«La main de Dieu​»: le goût de la liberté

Sorrentino, le réalisateur de «La grande bellezza», présente son film le plus personnel et le plus douloureux.
Photo: Gianni Fiorito Netflix Sorrentino, le réalisateur de «La grande bellezza», présente son film le plus personnel et le plus douloureux.

Après un Loro (2018) éreinté par la critique, Paolo Sorrentino, cinéaste de La grande bellezza (Oscar du meilleur film en langue étrangère, 2014), revient avec un film magistral et en bonne partie autobiographique. Exaltant, aussi drôle que tragique, La main de Dieu (È stata la mano di Dio) est une ode à la liberté, à la famille et à sa ville natale, Naples, à travers laquelle le réalisateur rend un hommage aux grands du cinéma italien.

L’évocation d’un casting pour le prochain film de Franco Zeffirelli permet à la mère de Fabio de jouer un mesquin tour à sa voisine ; dans une autre scène jubilatoire, Marchino (Marlon Joubert), le frère aîné de Fabio (touchant et nuancé Filippo Scotti, son premier grand rôle), va passer une audition pour le prochain film de Fellini, dont le style était déjà cité plus tôt dans le film, lors de ce théâtral dîner de famille où une tante présente son nouveau conjoint, source récurrente de gags.

Ce clan napolitain est constitué de personnages tous plus grands que nature. Pensons d’abord à la vieille tante bougonne qui porte une fourrure en plein été, ou encore à la voisine du haut, la vieille et mystérieuse baronne, qui aidera Fabietto « Fabio » Schisa, l’alter ego de Sorrentino, dans son passage, accéléré par la tragédie, à l’âge adulte. Au milieu de cet aréopage d’individus colorés, Fabio est le plus calme et le plus introverti.

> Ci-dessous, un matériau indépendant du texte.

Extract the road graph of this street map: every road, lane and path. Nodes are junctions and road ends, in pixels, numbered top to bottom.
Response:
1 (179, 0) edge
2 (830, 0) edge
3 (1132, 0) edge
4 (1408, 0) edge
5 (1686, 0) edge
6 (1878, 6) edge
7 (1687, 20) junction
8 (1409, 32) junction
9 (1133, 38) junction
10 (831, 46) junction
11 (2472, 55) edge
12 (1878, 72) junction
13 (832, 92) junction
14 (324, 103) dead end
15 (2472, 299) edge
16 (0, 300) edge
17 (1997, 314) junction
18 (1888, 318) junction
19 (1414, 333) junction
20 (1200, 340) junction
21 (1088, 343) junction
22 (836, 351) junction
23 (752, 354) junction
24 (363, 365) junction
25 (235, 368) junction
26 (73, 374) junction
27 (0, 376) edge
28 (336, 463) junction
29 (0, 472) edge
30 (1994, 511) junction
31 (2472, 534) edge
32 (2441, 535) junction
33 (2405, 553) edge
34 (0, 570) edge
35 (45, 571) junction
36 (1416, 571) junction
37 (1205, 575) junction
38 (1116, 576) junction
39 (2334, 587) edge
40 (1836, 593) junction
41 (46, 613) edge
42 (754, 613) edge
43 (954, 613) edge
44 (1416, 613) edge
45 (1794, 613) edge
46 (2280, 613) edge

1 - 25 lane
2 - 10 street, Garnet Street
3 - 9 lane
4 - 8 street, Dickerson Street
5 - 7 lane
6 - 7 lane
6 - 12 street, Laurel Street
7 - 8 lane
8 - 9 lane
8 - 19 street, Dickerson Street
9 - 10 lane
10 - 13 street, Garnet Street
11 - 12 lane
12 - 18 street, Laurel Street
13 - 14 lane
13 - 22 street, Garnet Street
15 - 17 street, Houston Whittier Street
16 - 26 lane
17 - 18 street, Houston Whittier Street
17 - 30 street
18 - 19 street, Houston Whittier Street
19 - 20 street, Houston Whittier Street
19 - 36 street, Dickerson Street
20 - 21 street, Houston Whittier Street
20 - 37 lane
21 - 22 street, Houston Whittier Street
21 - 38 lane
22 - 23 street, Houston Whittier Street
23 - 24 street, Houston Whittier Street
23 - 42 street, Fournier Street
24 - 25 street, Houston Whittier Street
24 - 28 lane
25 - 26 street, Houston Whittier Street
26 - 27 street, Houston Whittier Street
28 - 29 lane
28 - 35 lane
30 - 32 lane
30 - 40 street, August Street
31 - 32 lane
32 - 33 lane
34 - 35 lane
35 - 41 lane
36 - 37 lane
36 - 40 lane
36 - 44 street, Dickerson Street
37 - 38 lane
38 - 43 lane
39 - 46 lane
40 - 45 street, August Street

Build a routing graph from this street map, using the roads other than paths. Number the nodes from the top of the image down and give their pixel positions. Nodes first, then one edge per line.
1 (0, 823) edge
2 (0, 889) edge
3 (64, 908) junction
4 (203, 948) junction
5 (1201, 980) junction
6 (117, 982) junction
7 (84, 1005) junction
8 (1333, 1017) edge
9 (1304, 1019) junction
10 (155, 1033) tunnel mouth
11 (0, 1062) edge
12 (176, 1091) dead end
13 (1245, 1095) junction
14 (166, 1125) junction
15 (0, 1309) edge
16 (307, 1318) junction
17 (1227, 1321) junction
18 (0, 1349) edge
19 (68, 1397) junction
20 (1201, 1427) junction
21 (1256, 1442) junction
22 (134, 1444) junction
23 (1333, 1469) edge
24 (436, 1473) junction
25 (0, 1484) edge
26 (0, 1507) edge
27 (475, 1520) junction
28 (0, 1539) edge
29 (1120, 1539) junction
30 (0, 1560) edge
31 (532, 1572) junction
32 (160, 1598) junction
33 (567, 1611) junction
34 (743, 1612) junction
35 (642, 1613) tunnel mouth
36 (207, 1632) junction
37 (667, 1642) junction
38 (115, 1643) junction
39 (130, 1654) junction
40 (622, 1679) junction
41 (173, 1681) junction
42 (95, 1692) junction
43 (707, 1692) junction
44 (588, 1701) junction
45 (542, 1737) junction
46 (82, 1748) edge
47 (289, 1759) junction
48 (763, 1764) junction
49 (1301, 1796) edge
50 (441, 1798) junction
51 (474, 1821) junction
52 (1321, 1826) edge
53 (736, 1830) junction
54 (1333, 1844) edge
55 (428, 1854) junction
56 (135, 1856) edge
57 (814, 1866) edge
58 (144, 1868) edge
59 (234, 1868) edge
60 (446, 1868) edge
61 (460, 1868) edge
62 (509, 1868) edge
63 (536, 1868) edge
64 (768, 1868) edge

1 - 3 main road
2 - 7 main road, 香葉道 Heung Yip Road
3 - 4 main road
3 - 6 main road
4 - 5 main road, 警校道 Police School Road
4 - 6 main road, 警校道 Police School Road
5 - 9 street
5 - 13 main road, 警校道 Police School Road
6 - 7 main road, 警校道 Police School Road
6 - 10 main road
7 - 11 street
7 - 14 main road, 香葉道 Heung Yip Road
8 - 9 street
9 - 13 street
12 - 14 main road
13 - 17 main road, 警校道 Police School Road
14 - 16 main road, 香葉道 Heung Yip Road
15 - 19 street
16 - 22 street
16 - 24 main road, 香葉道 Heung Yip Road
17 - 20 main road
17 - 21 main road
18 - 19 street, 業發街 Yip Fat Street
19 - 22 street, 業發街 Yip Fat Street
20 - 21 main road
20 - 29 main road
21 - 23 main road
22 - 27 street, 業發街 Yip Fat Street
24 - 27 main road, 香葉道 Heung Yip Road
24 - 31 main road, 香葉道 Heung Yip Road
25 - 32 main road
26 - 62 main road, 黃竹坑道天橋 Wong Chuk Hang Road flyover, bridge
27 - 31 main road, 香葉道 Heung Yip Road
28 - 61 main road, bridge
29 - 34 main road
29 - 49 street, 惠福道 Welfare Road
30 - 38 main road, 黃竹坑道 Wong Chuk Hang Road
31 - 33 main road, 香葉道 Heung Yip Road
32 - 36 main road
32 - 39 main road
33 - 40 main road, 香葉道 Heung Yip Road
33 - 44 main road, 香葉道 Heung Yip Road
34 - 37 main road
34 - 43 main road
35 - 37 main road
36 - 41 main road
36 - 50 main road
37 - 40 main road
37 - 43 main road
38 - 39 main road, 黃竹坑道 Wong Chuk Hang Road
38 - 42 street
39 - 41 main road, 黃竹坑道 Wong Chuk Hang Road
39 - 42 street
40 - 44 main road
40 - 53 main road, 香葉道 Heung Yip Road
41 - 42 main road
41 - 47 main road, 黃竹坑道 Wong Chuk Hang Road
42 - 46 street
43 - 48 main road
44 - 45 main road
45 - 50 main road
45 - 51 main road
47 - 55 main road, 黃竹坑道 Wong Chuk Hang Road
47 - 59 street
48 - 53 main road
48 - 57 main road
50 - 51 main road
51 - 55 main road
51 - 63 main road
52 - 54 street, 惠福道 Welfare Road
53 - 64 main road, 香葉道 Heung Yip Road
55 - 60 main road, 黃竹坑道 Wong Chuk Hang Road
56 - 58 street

La lentille à travers laquelle nous apprenons à découvrir les dynamiques qui animent chacun de ces humains, unis, au-delà des liens familiaux ou amicaux, par ce qui les retient d’exister pleinement — un mariage chaotique, une dette accumulée, des liens avec la pègre, etc. Au terme de ce récit (qui s’essouffle un brin dans le dernier acte, convenons-en), seul Fabio trouvera comment se libérer de ses propres chaînes.

Le cinéaste italien Paolo Sorrentino a dit de son dixième long métrage qu’il s’agissait de la plus personnelle de son œuvre, et pour cause : l’ado Fabio, c’est lui, au milieu des années 1980 à Naples, époque et ville magnifiées par l’œil du réalisateur et de sa directrice photo, Daria d’Antonio. Comme son personnage, le réalisateur fut frappé par une tragédie qui le rendit orphelin et à laquelle il a fortuitement échappé grâce à l’étoile du foot Diego Maradona, d’où le titre évoquant ce fameux but marqué avec le poing contre l’équipe anglaise lors de la Coupe du monde de cette même année.

Si la présence de Maradona se fait sentir tout au long du film (il n’apparaît que brièvement dans une petite scène), il servira en quelque sorte de fil d’Ariane au récit. De même, le personnage de la tante Patrizia (Luisa Ranieri, fameuse) est central, bien que la majorité de ses scènes ne nous soient présentées qu’au début du film. Elle résume par sa propre tragédie les thèmes principaux du récit de Sorrentino, à commencer par ce besoin de liberté que les conventions sociales nous empêchent d’atteindre. La main de Dieu représentera l’Italie dans la course à l’Oscar du meilleur film en langue étrangère.

La main de Dieu (V.F. de È Stata la mano di Dio)

★★★★

Drame de Paolo Sorrentino. Avec Filippo Scotti, Toni Servillo, Teresa Saponangelo, Marlon Joubert et Luisa Ranieri. Italie, 2021, 130 minutes. En salle.